CHAPTER 5 – GOOD DAYS, BAD DAYS
My First Ten Pound Bass
Some years ago I had a friend, Roger, who was a car salesman for a main dealer in Plymouth. He was very good at his job and sold a record number of new cars. His boss, the owner of the business, gave Roger a large Christmas bonus.
A little while later, Roger came ﬁshing on my boat. My heavy displacement hulled boat was just too slow for his taste. Roger liked horsepower and miles per hour, lots of them! He also took a liking to boat ﬁshing. With his bonus burning a hole, as they say – he bought a new Pilot 520 with a Mercury 40hp and all the necessary accessories and equipment to get aﬂoat. That garage owner was indeed a very generous man.
The new boat was kept in Sutton Harbour Marina. Roger became particularly fond of pollack ﬁshing. In fact, he did not really want to ﬁsh for anything else. We spent many hours on the various reefs and other Pollack marks around Plymouth. However, I was really interested in ﬁshing for bass. Luckily, some good marks for pollack also produced bass from time to time. Plymouth Breakwater and Drake’s Island. Our favourite bait for the pollack was live prawn which came from Millbay Docks, where I would either push net at low water or use drop nets after dark from the piers. The prawns were kept alive by suspending them in the water in a container. Unfortunately, there were anglers who were unable – or too lazy – to net prawns themselves so simply removed them from my container or, worse, took the container and the prawns!
Another excellent bait, live sandeel, was not readily available in Plymouth at that time. The only places to get some were from a certain ﬁshmonger in Par, or the netters in Teignmouth. Today a local tackle shop usually has live sandeels but you have to be in Plymouth early! On the occasions we used live sandeel, we sometimes connected with a few bass as well as the pollack, particularly at Plymouth Breakwater.
If we were not drifting with prawn or trolling a rubber eel around the breakwater, Roger and I usually anchored at a mark which had been discovered by a diving friend. There is a small, low reef surrounded by sand in about sixty feet of water 100 yards south of the breakwater. The tide, on the outside, always ran from east to west on both ebb and ﬂood. Anchoring was easy but the boat had to be right on the mark to get the ﬁsh. As this was very much an inshore mark, we were able to line up certain features to put us in the right place. Differential GPS would have also made it simple but that invention was along way off! Decca was, of course, far too expensive then.

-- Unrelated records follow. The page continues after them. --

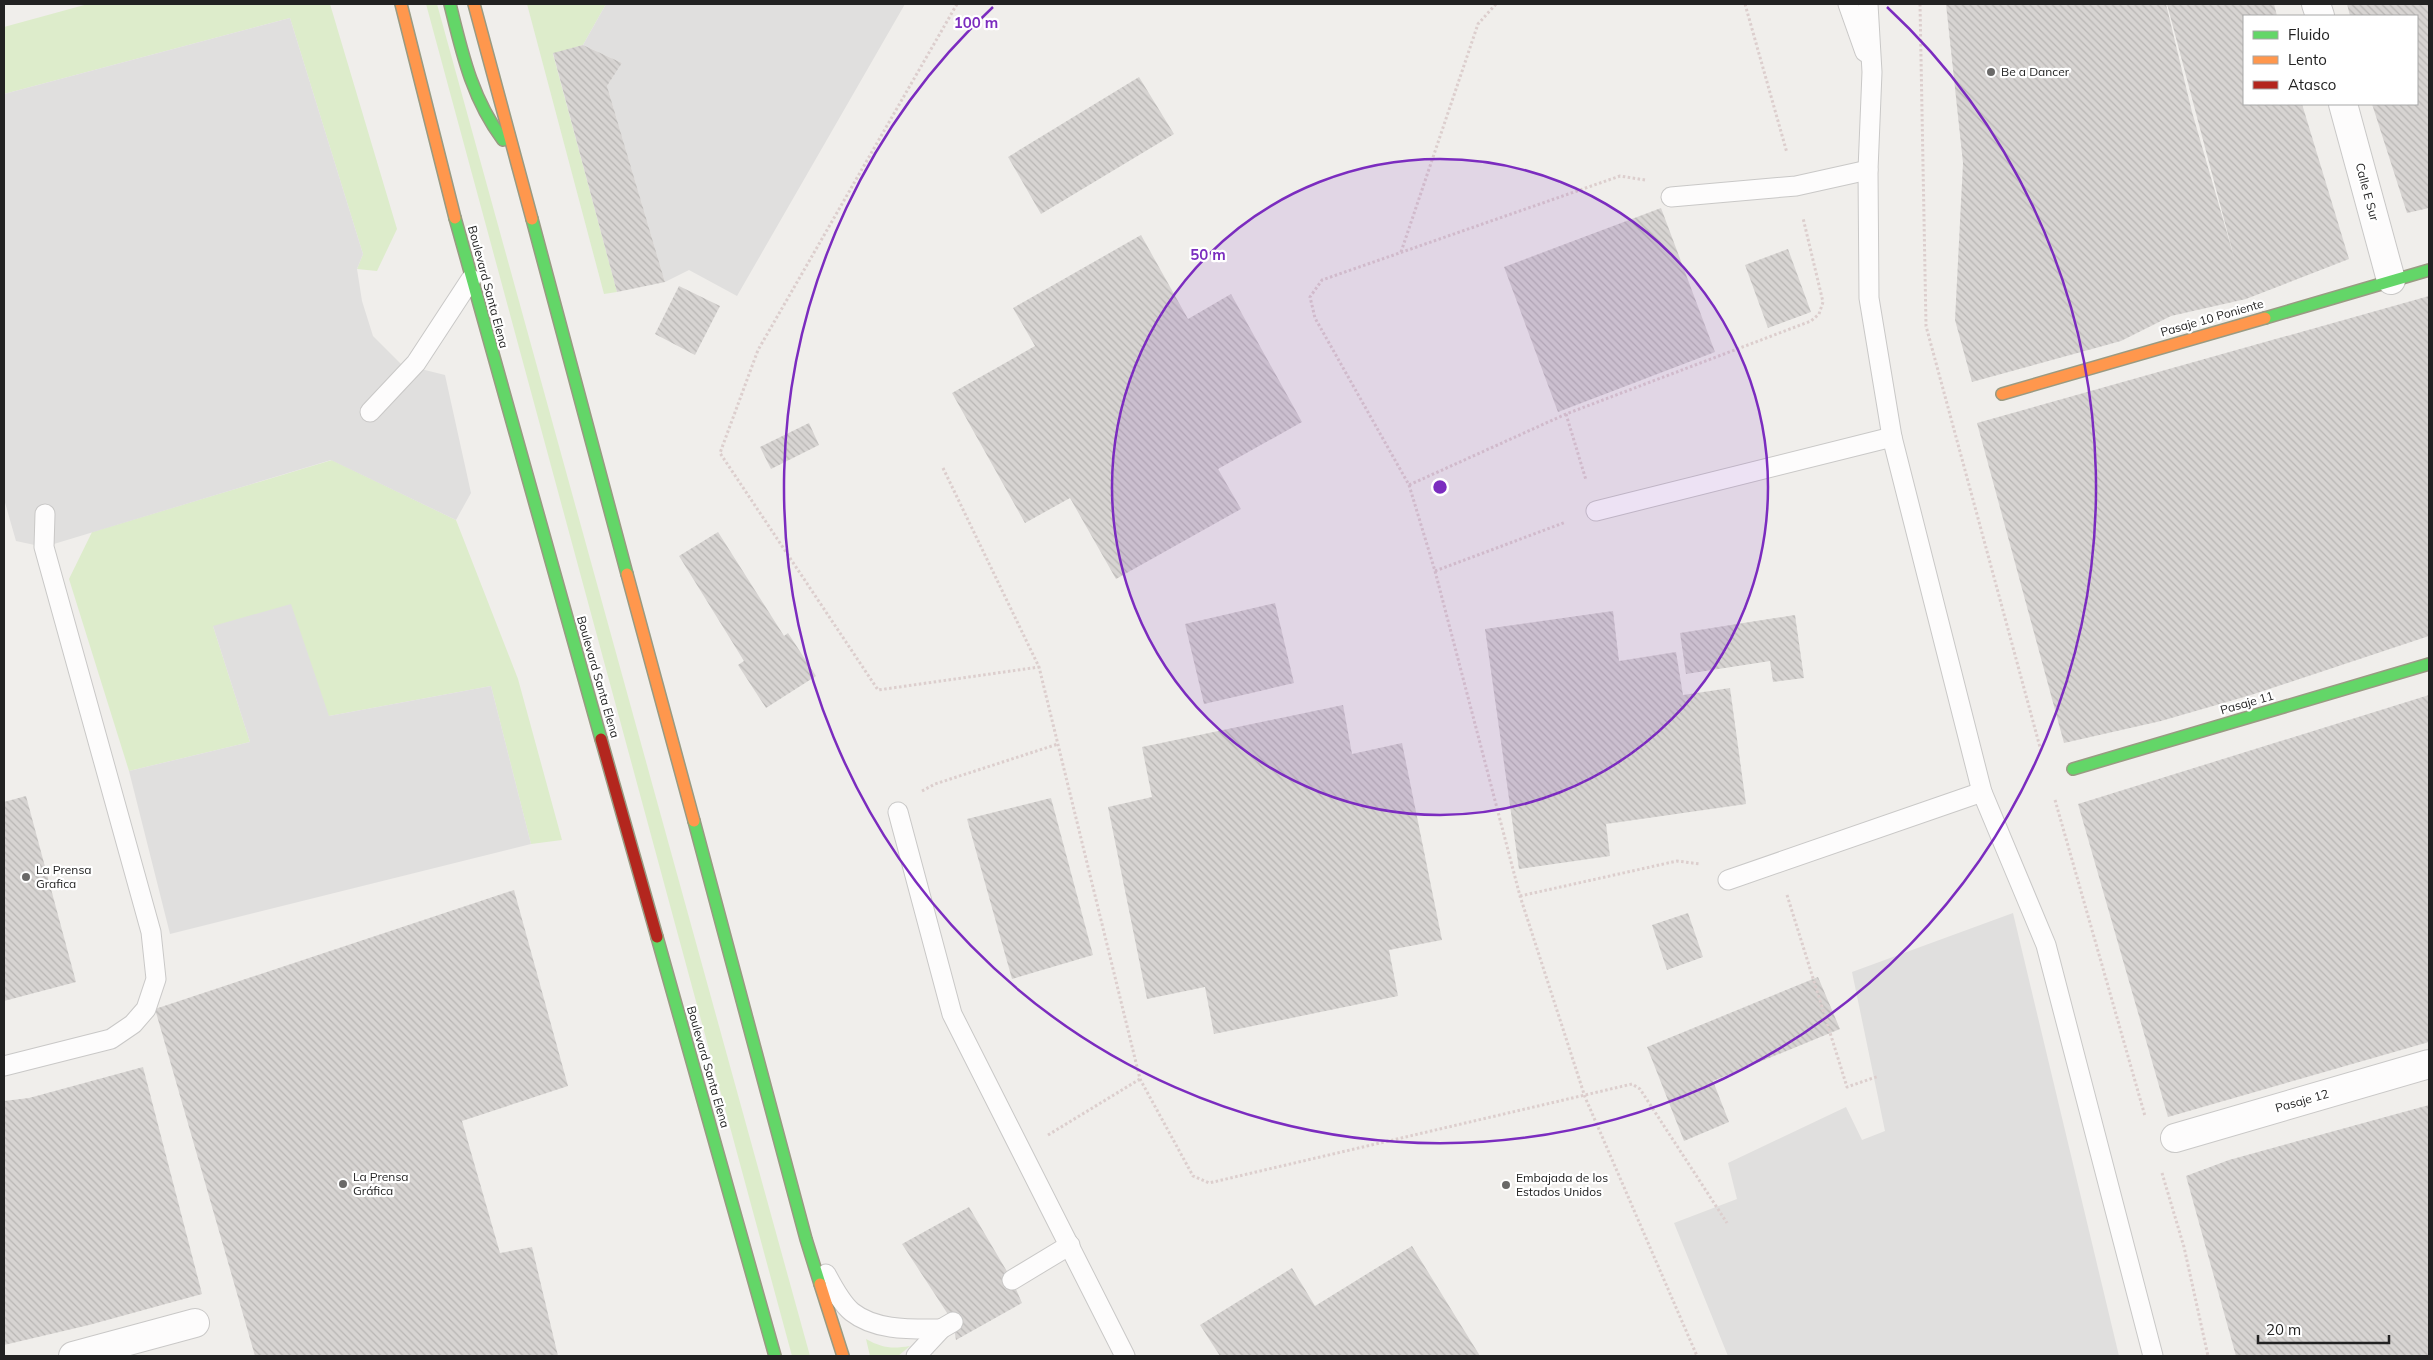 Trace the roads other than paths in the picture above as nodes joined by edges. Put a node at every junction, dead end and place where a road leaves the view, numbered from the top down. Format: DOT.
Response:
graph roads {
  1 [pos="401,4"];
  2 [pos="450,4"];
  3 [pos="474,4"];
  4 [pos="1848,4"];
  5 [pos="1868,4"];
  6 [pos="1872,72"];
  7 [pos="2344,105"];
  8 [pos="514,152"];
  9 [pos="1868,170"];
  10 [pos="1671,197"];
  11 [pos="2429,270"];
  12 [pos="471,279"];
  13 [pos="2391,280"];
  14 [pos="2002,394"];
  15 [pos="370,412"];
  16 [pos="1892,437"];
  17 [pos="1596,511"];
  18 [pos="45,514"];
  19 [pos="2429,664"];
  20 [pos="2072,769"];
  21 [pos="1982,792"];
  22 [pos="898,812"];
  23 [pos="1728,880"];
  24 [pos="2429,1064"];
  25 [pos="4,1066"];
  26 [pos="2175,1138"];
  27 [pos="806,1239"];
  28 [pos="1070,1245"];
  29 [pos="1012,1280"];
  30 [pos="195,1323"];
  31 [pos="73,1356"];
  32 [pos="775,1356"];
  33 [pos="843,1356"];
  34 [pos="916,1356"];
  35 [pos="1125,1356"];
  36 [pos="2153,1356"];
  1 -- 12 [label="main road, Boulevard Santa Elena"];
  2 -- 8 [label="main road"];
  3 -- 8 [label="main road"];
  4 -- 6 [label="lane"];
  5 -- 6 [label="lane"];
  6 -- 9 [label="lane"];
  7 -- 13 [label="street, Calle E Sur"];
  8 -- 27 [label="main road"];
  9 -- 10 [label="lane"];
  9 -- 16 [label="lane"];
  11 -- 13 [label="main road, Pasaje 10 Poniente"];
  12 -- 15 [label="lane"];
  12 -- 32 [label="main road, Boulevard Santa Elena"];
  13 -- 14 [label="main road, Pasaje 10 Poniente"];
  16 -- 17 [label="lane"];
  16 -- 21 [label="lane"];
  18 -- 25 [label="lane"];
  19 -- 20 [label="main road, Pasaje 11"];
  21 -- 23 [label="lane"];
  21 -- 36 [label="lane"];
  22 -- 28 [label="lane"];
  24 -- 26 [label="street, Pasaje 12"];
  27 -- 33 [label="main road"];
  27 -- 34 [label="lane"];
  28 -- 29 [label="lane"];
  28 -- 35 [label="lane"];
  30 -- 31 [label="street"];
}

Once anchored, we used a straightforward rig with a 1oz weight on a sliding boom, a 6-8 foot trace and a size 2/0 short shank hook. The prawn was hooked through the second segment above the tail, then lowered to the seabed and very slowly retrieved. Pollack seemed to ﬁnd this irresistible. The familiar initial resistance was followed, ﬁrst by a slow bending of the rod, then suddenly a strong dive towards the seabed by a hooked Pollack. We caught them there to over 10lb, which is a big ﬁsh from inshore waters. Occasionally, a bass took the prawn and, unlike the pollack, ran away from the boat and often surfaced some way off. The take was distinctive, too. Bass just hit the prawn, no messing about nibbling like pollack. Whack! They were just there on the end.
The mark was outside the main shipping channel and we often ﬁshed there after dark in the autumn. One evening we had been anchored there for several hours with only a few small pollack to show for our efforts. We were thinking of packing up, the tide was ebbing fast and we were both feeling the cold autumnal air. I was still retrieving slowly when I had a smash take, which ran line off my 9000-size multiplier against the slipping clutch. “Obviously not a pollack” I shouted to Roger. After about ten minutes of battling with the ﬁsh against the strong tide, it suddenly surfaced about ten yards away. We were both stunned. With the deck light on, we could see that this was a big bass. Roger got the net ready as I cautiously brought it up to the boat. He slipped the net under it and everything seemed ﬁne. Unfortunately, the wooden handle was not quite up to the job. As he lifted the ﬁsh the handle snapped in two! Luckily, Roger’s swift reaction saved the day. He leaned over the side, grabbed the net ring and pulled it, with the bass, into the boat. After that we had a few more drops with the live prawn but nothing showed any interest. We up anchored and headed for harbour talking about the one that so nearly got away!
The scales on board indicated 10lb 10oz, but later at home it went 10lb 2oz. Still over the magic ten-pound mark, though.
Since then I have had bass up to 9lb but nothing to match my ﬁrst ten-pounder!
Author: Tony Hooper
Historical note: This article first appeared in BASS magazine no.103 Autumn 2002.